Islamabad’s polls

Published June 19, 2015
The writer teaches at Quaid-i-Azam University, Islamabad.
The writer teaches at Quaid-i-Azam University, Islamabad.

ASIF Zardari is in the headlines, again. Arguably Pakistan’s most easily scapegoated political figure, Zardari is not known to make unplanned outbursts, so there is obviously some method in his apparently mad decision to launch a verbal attack on the men in khaki.

The former president was of course widely reviled during the PPP’s 2008-2013 stint in power for constantly preaching the virtues of ‘reconciliation’ with other mainstream parties and the establishment. It was party to the Zardari-bashing then, but the PML-N is finding out now that completing a term in government in this country means kow-towing to the self-proclaimed guardians of the state.

The military establishment’s refusal to tolerate even a modicum of independence for elected government is indeed one of the defining features of the polity. In fact, the unelected apparatuses of state — including the civil bureaucracy — have regularly prevented electoral exercises from taking place entirely. We should never forget that the powers-that-be only relented and conducted countrywide elections 23 years after Pakistan came into being.

I mentioned in my last column that the mainstream political process is one heavily tilted in favour of the rich and powerful. So why then have state institutions and their ideologues such an aversion to an exercise that holds little promise of structural change for the poor and dispossessed?


Legislation for LG elections has yet to be passed.

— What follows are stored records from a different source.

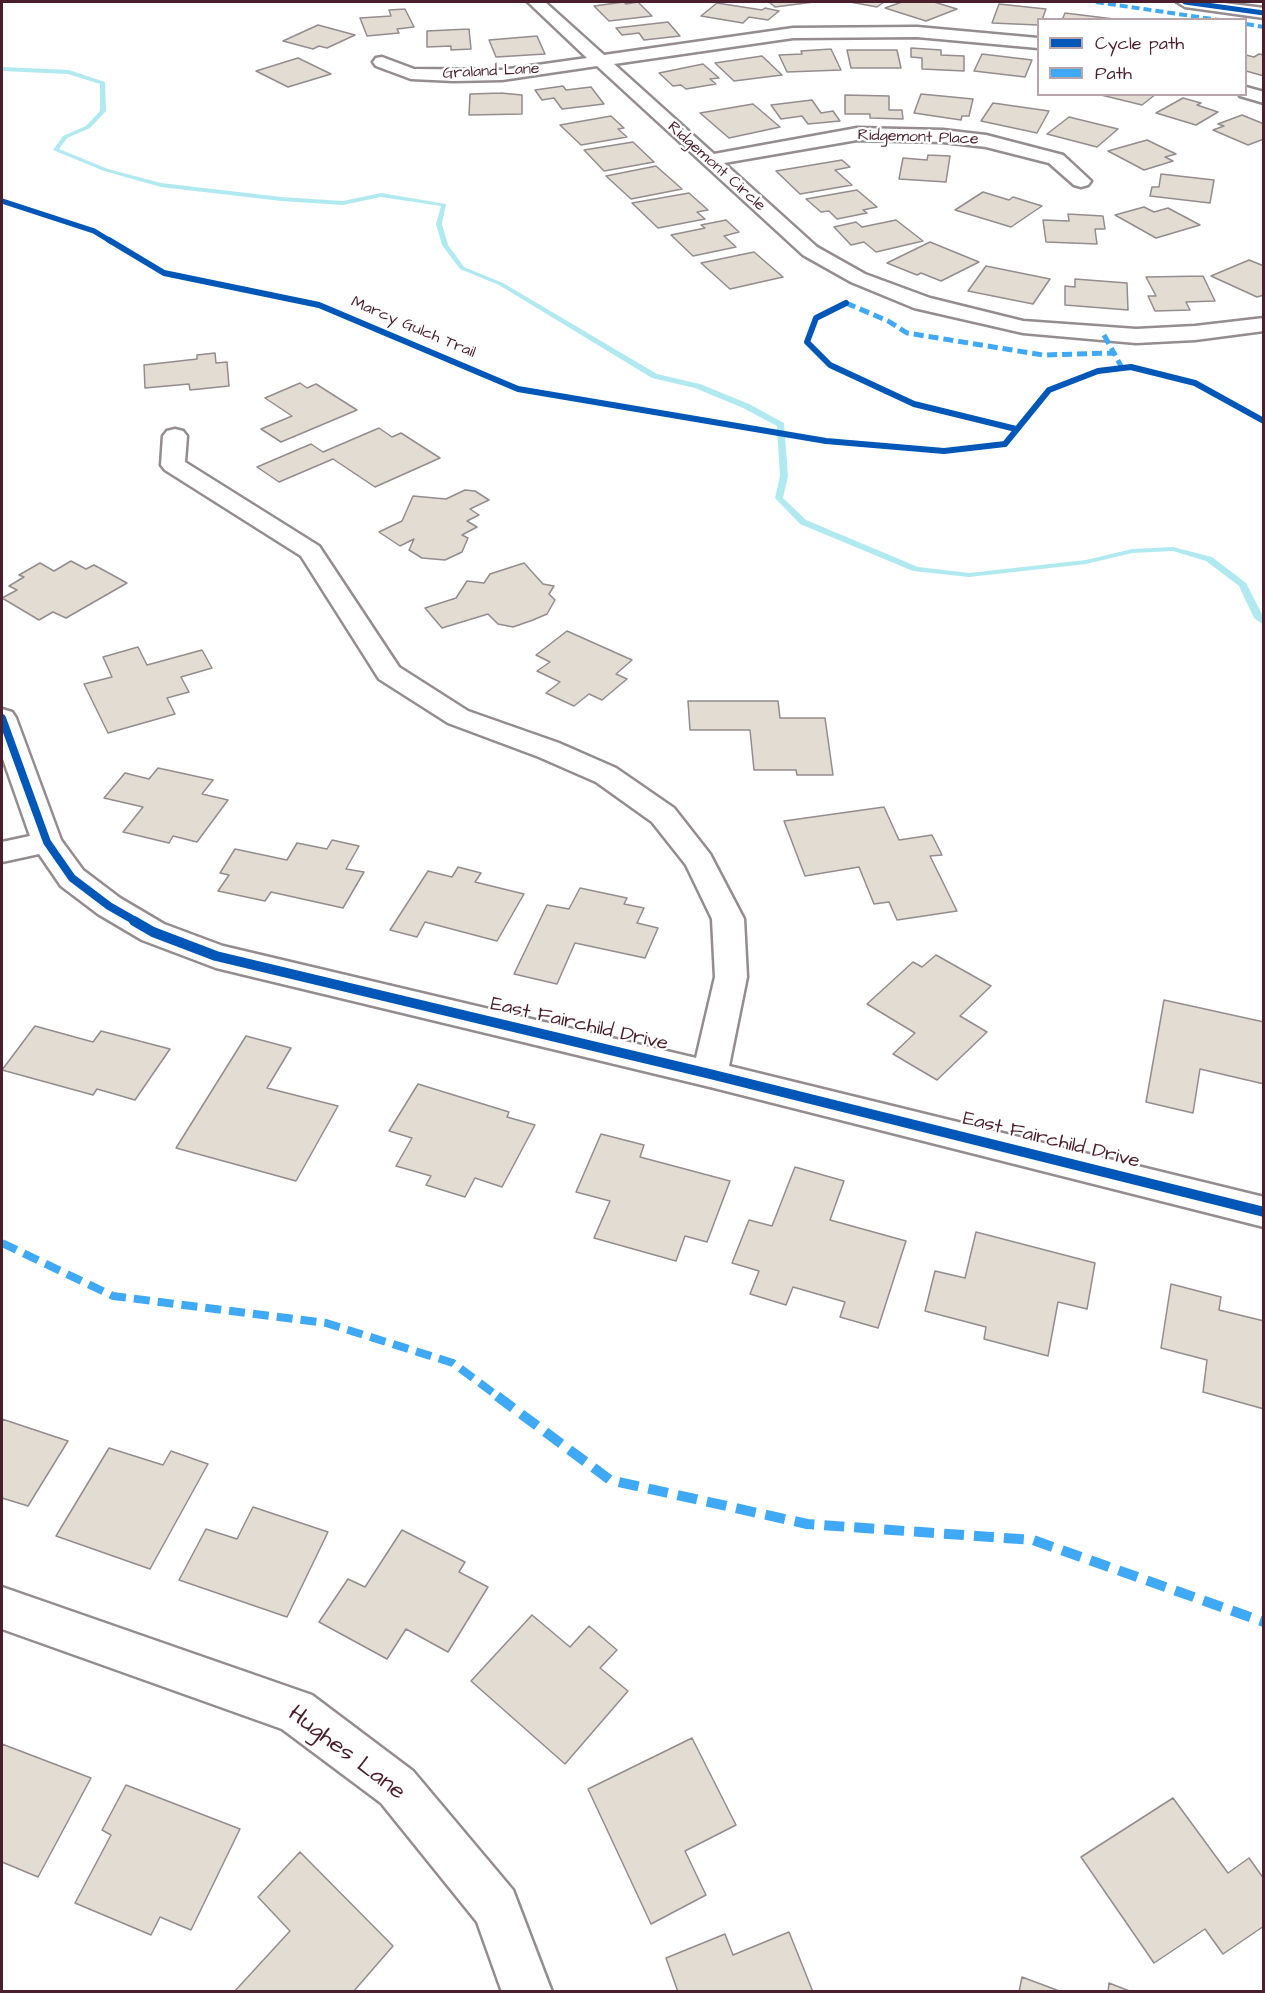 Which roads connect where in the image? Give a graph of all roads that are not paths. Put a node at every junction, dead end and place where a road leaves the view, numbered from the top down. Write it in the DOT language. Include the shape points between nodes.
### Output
graph roads {
  1 [pos="536,2"];
  2 [pos="1185,2"];
  3 [pos="1263,13"];
  4 [pos="1037,44"];
  5 [pos="382,62"];
  6 [pos="602,62"];
  7 [pos="1247,93"];
  8 [pos="1263,98"];
  9 [pos="710,160"];
  10 [pos="1081,181"];
  11 [pos="1263,324"];
  12 [pos="175,436"];
  13 [pos="2,718"];
  14 [pos="47,842"];
  15 [pos="2,852"];
  16 [pos="710,1074"];
  17 [pos="1263,1212"];
  18 [pos="2,1608"];
  19 [pos="527,1992"];
  1 -- 6 [label="street, Ridgemont Circle"];
  2 -- 3 [label="street"];
  4 -- 6 [label="street" via="917,32 794,33"];
  5 -- 6 [label="street, Graland Lane" via="411,74 454,76 502,75"];
  6 -- 9 [label="street, Ridgemont Circle"];
  7 -- 8 [label="street"];
  9 -- 10 [label="street, Ridgemont Place" via="857,134 943,136 986,141 1056,159"];
  9 -- 11 [label="street, Ridgemont Circle" via="810,251 840,270 922,303 1023,327 1083,333 1160,335"];
  12 -- 16 [label="street" via="173,465 310,551 389,673 458,717 606,775 663,815 699,861 728,919 731,977"];
  13 -- 14 [label="street, East Fairchild Drive"];
  14 -- 15 [label="street"];
  14 -- 16 [label="street, East Fairchild Drive" via="72,878 109,906 153,933 216,956"];
  16 -- 17 [label="street, East Fairchild Drive"];
  18 -- 19 [label="street, Hughes Lane" via="297,1711 397,1786 496,1907"];
} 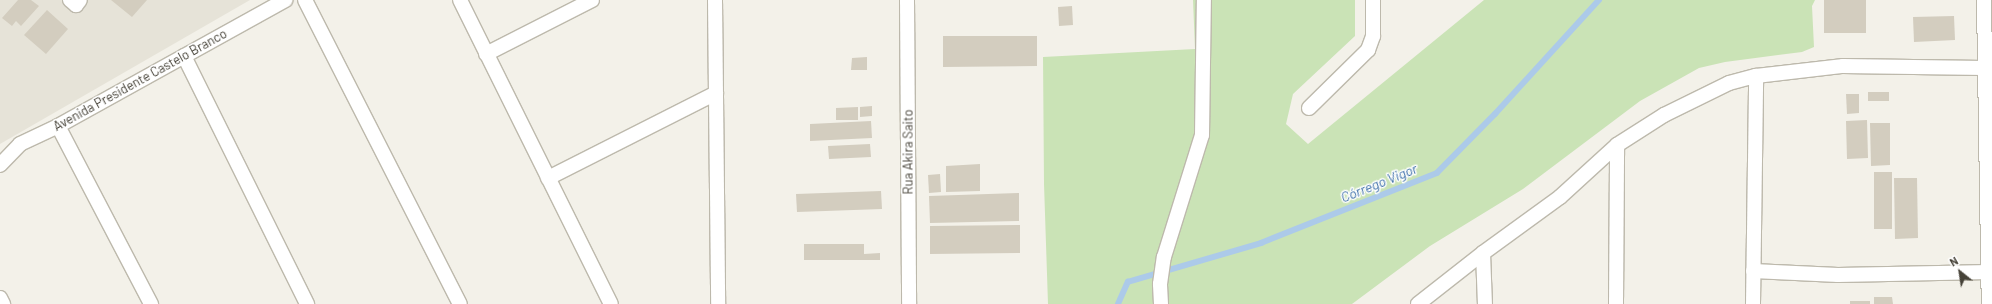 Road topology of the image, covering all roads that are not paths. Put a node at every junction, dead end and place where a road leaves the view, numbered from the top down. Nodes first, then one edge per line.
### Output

I think the answer has to do with the fact that (post) colonial states are threatened by electoral exercises in particular and the practice of politics in general because potentially subversive ideas, individuals and groups come into the public view and this itself constitutes a challenge to the established order. Most mainstream electoral contenders might eventually be co-opted but the popular will can never be completely muted.

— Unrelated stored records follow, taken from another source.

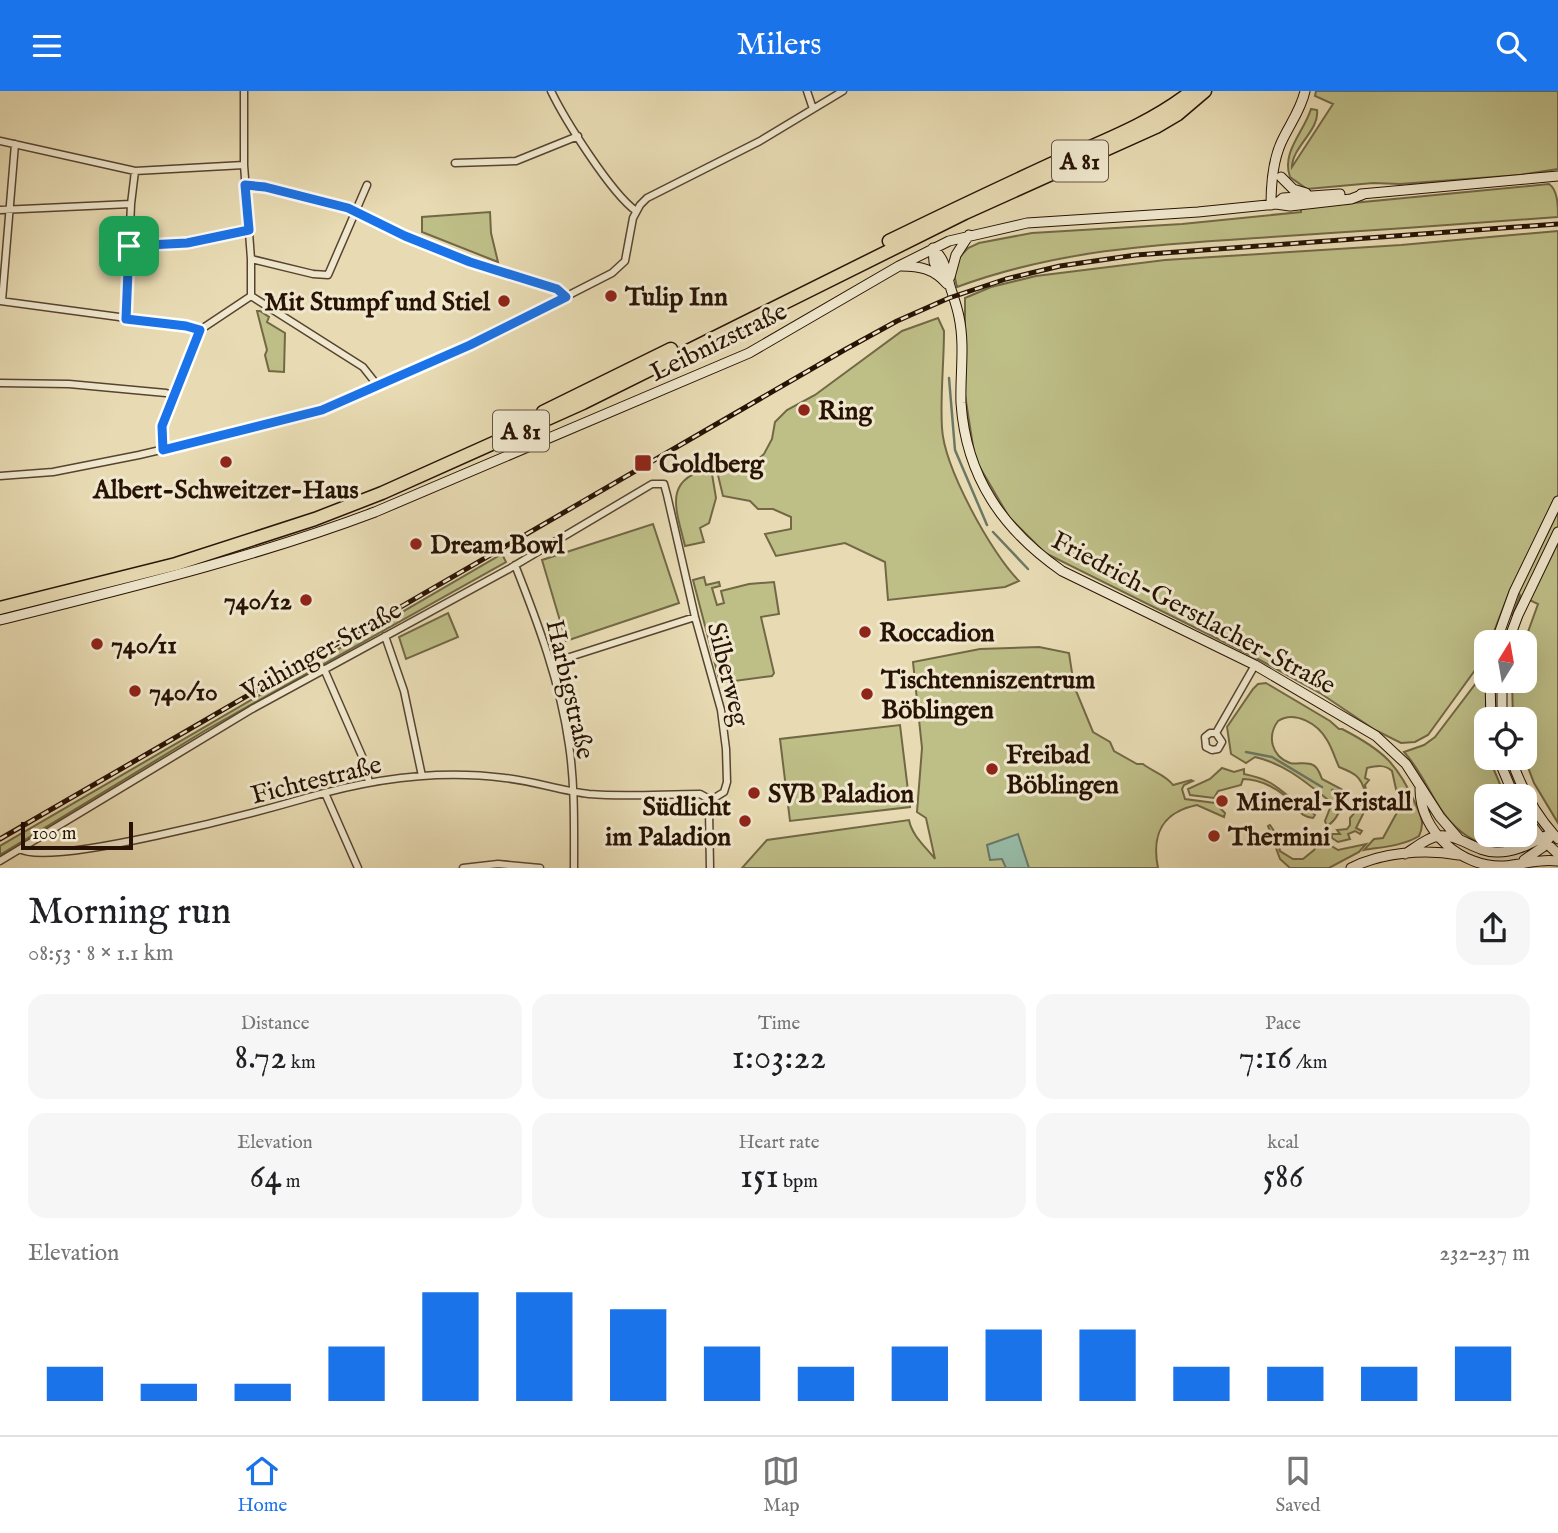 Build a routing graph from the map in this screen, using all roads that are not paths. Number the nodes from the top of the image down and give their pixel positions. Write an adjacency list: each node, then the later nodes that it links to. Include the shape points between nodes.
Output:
1 (244, 91): 14 (street)
2 (551, 91): 9 (street)
3 (807, 91): 8 (street)
4 (843, 91): 8 (street)
5 (1192, 91): 50 (highway, A 81, via 1136,127 954,209 594,388 399,477 174,558)
6 (1205, 91): 51 (highway, A 81, via 1156,127 965,213 583,403 412,481 217,552)
7 (1306, 91): 12 (street)
8 (813, 109): 26 (street, via 652,195)
9 (578, 136): 13 (street, via 516,161); 26 (street, via 623,200)
10 (0, 141): 11 (street)
11 (15, 144): 15 (street); 25 (street)
12 (1276, 159): 17 (street); 23 (street)
13 (456, 163)
14 (244, 165): 15 (street); 18 (street)
15 (135, 171): 22 (street)
16 (1558, 176): 20 (street)
17 (1280, 177): 21 (street, via 1296,191); 23 (street, via 1282,193)
18 (245, 185): 27 (street, via 335,204); 28 (street)
19 (368, 185): 27 (street)
20 (1364, 194): 21 (street); 23 (street, via 1290,206)
21 (1325, 195): 23 (street, via 1283,198)
22 (131, 204): 25 (street); 30 (street)
23 (1273, 204): 29 (street, Leibnizstraße, via 1027,223)
24 (0, 210): 25 (street)
25 (10, 210): 38 (street)
26 (636, 211): 37 (street, via 622,266)
27 (355, 213): 32 (street, via 328,275); 37 (street, via 470,262 557,289)
28 (249, 230): 30 (street, via 187,243); 32 (street)
29 (969, 235): 31 (street, Leibnizstraße); 35 (street, Friedrich-Gerstlacher-Straße, via 956,254)
30 (129, 246): 39 (street)
31 (933, 248): 33 (street, Leibnizstraße); 34 (street, Friedrich-Gerstlacher-Straße); 35 (street, Friedrich-Gerstlacher-Straße, via 943,258)
32 (251, 259): 36 (street)
33 (899, 266): 34 (street, via 924,267); 53 (street, Leibnizstraße, via 749,353 428,491 323,531 192,572)
34 (940, 275): 35 (street, Friedrich-Gerstlacher-Straße)
35 (950, 286): 58 (street, Friedrich-Gerstlacher-Straße, via 961,331 966,435 982,483 1005,522 1062,571)
36 (251, 296): 40 (street); 42 (street, via 363,367)
37 (566, 297): 42 (street)
38 (1, 301): 39 (street)
39 (126, 319): 40 (street)
40 (200, 330): 43 (street)
41 (0, 383): 43 (street, via 69,384)
42 (378, 386): 44 (street, via 289,420)
43 (175, 396): 44 (street, via 162,426)
44 (163, 450): 45 (street, via 77,468)
45 (0, 476)
46 (664, 484): 49 (street, Vaihinger Straße, via 646,486); 52 (street, Silberweg)
47 (1558, 501): 54 (street)
48 (1558, 532): 55 (street)
49 (515, 565): 56 (street, Vaihinger Straße); 57 (street, Harbigstraße)
50 (0, 601)
51 (0, 608)
52 (695, 617): 57 (street); 67 (street, Silberweg, via 721,710 726,749 726,789)
53 (0, 620)
54 (1500, 630)
55 (1512, 630)
56 (385, 636): 59 (street, Vaihinger Straße); 62 (street, via 404,691)
57 (551, 663): 65 (street, Harbigstraße, via 568,741)
58 (1255, 665): 60 (street); 64 (street, Friedrich-Gerstlacher-Straße, via 1385,743 1406,764)
59 (324, 669): 63 (street); 74 (street, Vaihinger Straße)
60 (1216, 733)
61 (1516, 770): 70 (street, via 1524,792)
62 (422, 776): 63 (street, Fichtestraße); 65 (street, Fichtestraße, via 505,778)
63 (369, 782): 66 (street, Fichtestraße)
64 (1420, 789): 68 (street, Friedrich-Gerstlacher-Straße); 71 (street, Friedrich-Gerstlacher-Straße, via 1422,804)
65 (573, 792): 67 (street, Fichtestraße, via 700,794); 86 (street, Harbigstraße)
66 (325, 793): 74 (street, Fichtestraße, via 74,859 36,858); 83 (street)
67 (711, 800): 87 (street, Silberweg)
68 (1445, 824): 71 (street); 72 (street, Friedrich-Gerstlacher-Straße)
69 (1537, 831): 73 (street)
70 (1555, 836): 73 (street)
71 (1441, 838): 72 (street); 76 (street); 78 (street); 79 (street)
72 (1459, 839): 75 (street, via 1488,852)
73 (1544, 840): 75 (street); 77 (street); 82 (street)
74 (20, 849): 80 (street, Vaihinger Straße)
75 (1519, 849)
76 (1423, 852): 78 (street); 79 (street)
77 (1558, 853)
78 (1405, 854): 88 (street)
79 (1462, 856): 82 (street, via 1490,866)
80 (0, 861)
81 (1558, 861): 82 (street)
82 (1520, 864)
83 (358, 868)
84 (463, 868): 85 (street, via 498,864)
85 (541, 868)
86 (574, 868)
87 (710, 868)
88 (1351, 868)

Take for example the Islamabad local government elections scheduled to be held next month. A cursory look at the draft bill lying in the upper house of parliament confirms that little meaningful authority is to be transferred away from the capital administration and the Capital Development Authority (CDA). Yet both of the latter are noticeably worried about the prospect of any change whatsoever and there is apparently intense lobbying ongoing behind the scenes to prevent the election from taking place altogether.

Presumably there are some within the political mainstream that do not want a local government in the capital, and they, along with the unelected apparatuses of the state, are stalling as long as they can.

The situation is so farcical that the Election Commission is planning for the polls to be held at the end of July but the required legislation has yet to be passed by the Senate (the draft bill was approved by the National Assembly some months ago). In other words, there is a blatant legal lacuna that could easily be instrumentalised to render the entire process illegitimate. What eventually happens will depend on many factors, not least the reaction of the Supreme Court which pushed through the end-July date for Islamabad’s elections in the first place.

An intriguing aside is the dramatic re-emergence of a controversy over katchi abadis in Islamabad. It was a year or so ago that the Islamabad High Court, interior minister and CDA resolved to mow down over a dozen squatter settlements in the federal capital. Security threats were invoked sometimes, at other times the imperative of beautification and still others the sheer illegality of the settlements. After considerable mobilisation by the squatters themselves, and with the start of the PTI and PAT dharnas, the plan was shelved.

Two weeks ago the court re-opened the matter, summoning the CDA chief and demanding to see a revamped eviction plan. The interior minister jumped on the bandwagon again, this time citing the need to secure the recently inaugurated metro bus project. One way or the other, the powers-that-be appear intent on razing thousands of working people’s homes to the ground.

Is it a coincidence that these same katchi abadi dwellers are making noises about standing candidates in the local body polls? While the rest of the country has had numerous experiences with local government, the scheduled local government election would be the first of its kind in the federal capital. That squatter settlements exist in ‘Islamabad the beautiful’ is bad enough, but squatters running for elections? I would be up in arms if I were a general or bureaucrat too.

It is thus a pre-emptive strike is being planned and might be executed. The same impulse explained the establishment’s actions when elections would have brought the Bengali majority to power, and the dissolution of the NAP government in 1973 after Baloch nationalists won the elections.

It is thus that elections, whatever their limitations, represent a threat to this most authoritarian of states. How long it will take to democratise it is anyone’s guess.

The writer teaches at Quaid-i-Azam University, Islamabad.